Several European leaders pushed back on Macron’s troop suggestion as did the United States. Ukraine is not a member of NATO, the West’s main military alliance, and thus Kyiv’s Western allies are not obligated to defend it.

Meanwhile, Ukrainian President Volodymyr Zelenskyy said Wednesday that Europe’s path for several generations is now being determined amid Russia’s invasion of his country. 

“We have seen in the past how someone else tried to determine the fate of other nations. This happened in the Balkans, in eastern Europe, and in all other parts of Europe. Now Putin wants to do exactly the same,” Zelenskyy said as he attended a summit of southeastern European leaders in Albania.

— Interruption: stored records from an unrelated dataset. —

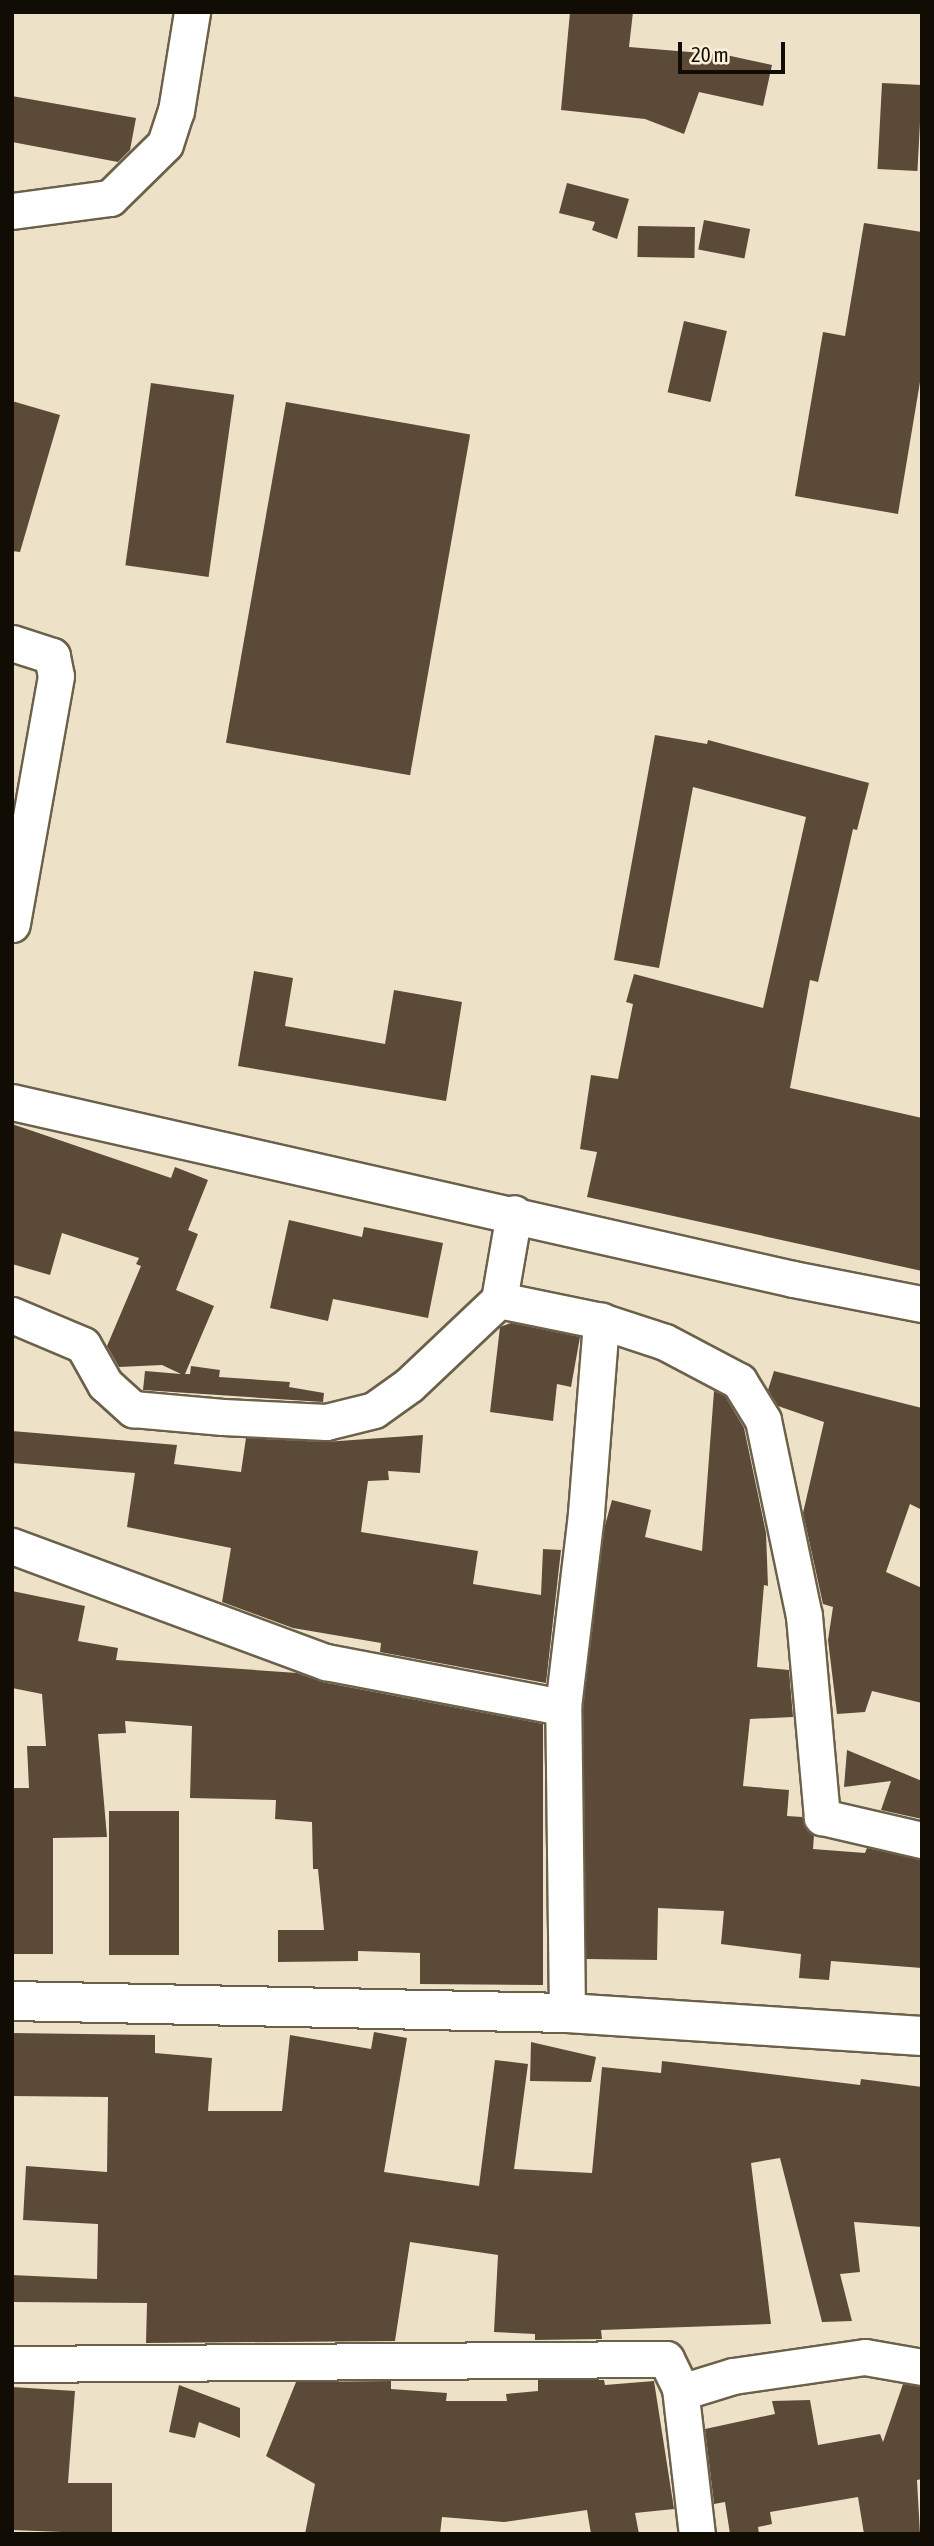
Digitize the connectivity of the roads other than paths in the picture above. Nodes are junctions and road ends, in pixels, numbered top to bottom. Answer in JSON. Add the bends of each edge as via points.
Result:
{"nodes":[{"id":1,"x":192,"y":12,"type":"edge"},
{"id":2,"x":12,"y":211,"type":"edge"},
{"id":3,"x":12,"y":643,"type":"edge"},
{"id":4,"x":12,"y":925,"type":"edge"},
{"id":5,"x":12,"y":1102,"type":"edge"},
{"id":6,"x":514,"y":1213,"type":"junction"},
{"id":7,"x":499,"y":1300,"type":"junction"},
{"id":8,"x":922,"y":1304,"type":"edge"},
{"id":9,"x":12,"y":1315,"type":"edge"},
{"id":10,"x":601,"y":1321,"type":"junction"},
{"id":11,"x":12,"y":1546,"type":"edge"},
{"id":12,"x":563,"y":1707,"type":"junction"},
{"id":13,"x":922,"y":1840,"type":"edge"},
{"id":14,"x":12,"y":2001,"type":"edge"},
{"id":15,"x":567,"y":2013,"type":"junction"},
{"id":16,"x":922,"y":2036,"type":"edge"},
{"id":17,"x":12,"y":2364,"type":"edge"},
{"id":18,"x":922,"y":2367,"type":"edge"},
{"id":19,"x":680,"y":2388,"type":"junction"},
{"id":20,"x":697,"y":2534,"type":"edge"}],
"edges":[{"from":1,"to":2,"type":"street","via":[[176,111],[165,144],[110,198]]},
{"from":3,"to":4,"type":"street","via":[[52,656],[56,676]]},
{"from":5,"to":6,"type":"street"},
{"from":6,"to":7,"type":"street"},
{"from":6,"to":8,"type":"street","via":[[793,1279]]},
{"from":7,"to":9,"type":"street","via":[[409,1385],[374,1410],[326,1422],[133,1409],[105,1384],[83,1345]]},
{"from":7,"to":10,"type":"street"},
{"from":10,"to":12,"type":"street","via":[[586,1513]]},
{"from":10,"to":13,"type":"street","via":[[665,1342],[740,1381],[763,1420],[804,1616],[822,1817]]},
{"from":11,"to":12,"type":"street","via":[[326,1662]]},
{"from":12,"to":15,"type":"street"},
{"from":14,"to":15,"type":"street"},
{"from":15,"to":16,"type":"street"},
{"from":17,"to":19,"type":"street","via":[[666,2359]]},
{"from":18,"to":19,"type":"street","via":[[865,2357]]},
{"from":19,"to":20,"type":"street"}]}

Zelenskyy said it is “critical for all free nations” that Putin lose the war, and that the Russian leader’s failures “are our security.” 

In his Moscow speech, Putin said Russia’s “strategic nuclear forces are in a state of full readiness.” He noted that new-generation hypersonic nuclear weapons he first spoke about in 2018 had either been deployed or were at a stage where development and testing were being completed. 

Visibly angry, Putin suggested Western politicians recall the fate of those like Nazi Germany’s Adolf Hitler and France’s Napoleon Bonaparte who had unsuccessfully invaded Russia in the past.

“But now the consequences will be far more tragic,” Putin said. “They think it (war) is a cartoon,” he said. He accused Western politicians of forgetting what an actual war meant because they had not faced the same security challenges as Russians had in the last three decades. 

The Russian leader said Moscow’s forces now have the initiative on the battlefield in Ukraine and advanced against outmanned Ukrainian troops.

He dismissed as “nonsense” Western suggestions that Russia would advance beyond Ukraine and attack other countries. 

Putin said Russia was open to discussions on nuclear strategic stability with the U.S. but suggested that Washington had no serious interest in such talks and was more focused on making false claims about Moscow’s alleged aims.

“Recently there have been more and more unsubstantiated accusations against Russia, for example that we are allegedly going to deploy nuclear weapons in space. Such innuendo… is a ploy to draw us into negotiations on their terms, which are favorable only to the United States,” he said. 

On Wednesday, Zelenskyy praised Belgium for committing to take part in a Czech-led initiative to supply badly needed ammunition to Ukrainian forces.

Belgian Prime Minister Alexander De Croo said Belgium would provide $216 million in funding for the effort.

In the U.S., the Senate has approved $60 billion in new Ukraine aid, but a Republican bloc of lawmakers in the House of Representatives opposes it. House Speaker Mike Johnson has not brought it to a vote in the full chamber, where it likely would be approved.